Segment Start: Records provided

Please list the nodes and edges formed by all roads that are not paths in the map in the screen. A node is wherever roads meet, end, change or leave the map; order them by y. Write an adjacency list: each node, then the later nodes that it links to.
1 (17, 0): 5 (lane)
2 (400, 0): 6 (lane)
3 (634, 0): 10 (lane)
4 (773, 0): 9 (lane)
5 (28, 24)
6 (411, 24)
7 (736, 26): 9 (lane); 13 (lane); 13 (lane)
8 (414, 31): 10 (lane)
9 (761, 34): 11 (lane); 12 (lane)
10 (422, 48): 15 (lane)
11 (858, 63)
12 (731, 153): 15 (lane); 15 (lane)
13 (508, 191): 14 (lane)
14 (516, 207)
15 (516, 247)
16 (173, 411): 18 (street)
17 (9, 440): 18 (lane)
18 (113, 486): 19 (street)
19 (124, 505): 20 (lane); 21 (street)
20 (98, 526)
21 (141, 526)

Segment End: Records provided

Work request>
Repeat the data verbatim, line after line, leaving nothing out.

Solution for this exercise>
Please list the nodes and edges formed by all roads that are not paths in the map in the screen. A node is wherever roads meet, end, change or leave the map; order them by y. Write an adjacency list: each node, then the later nodes that it links to.
1 (17, 0): 5 (lane)
2 (400, 0): 6 (lane)
3 (634, 0): 10 (lane)
4 (773, 0): 9 (lane)
5 (28, 24)
6 (411, 24)
7 (736, 26): 9 (lane); 13 (lane); 13 (lane)
8 (414, 31): 10 (lane)
9 (761, 34): 11 (lane); 12 (lane)
10 (422, 48): 15 (lane)
11 (858, 63)
12 (731, 153): 15 (lane); 15 (lane)
13 (508, 191): 14 (lane)
14 (516, 207)
15 (516, 247)
16 (173, 411): 18 (street)
17 (9, 440): 18 (lane)
18 (113, 486): 19 (street)
19 (124, 505): 20 (lane); 21 (street)
20 (98, 526)
21 (141, 526)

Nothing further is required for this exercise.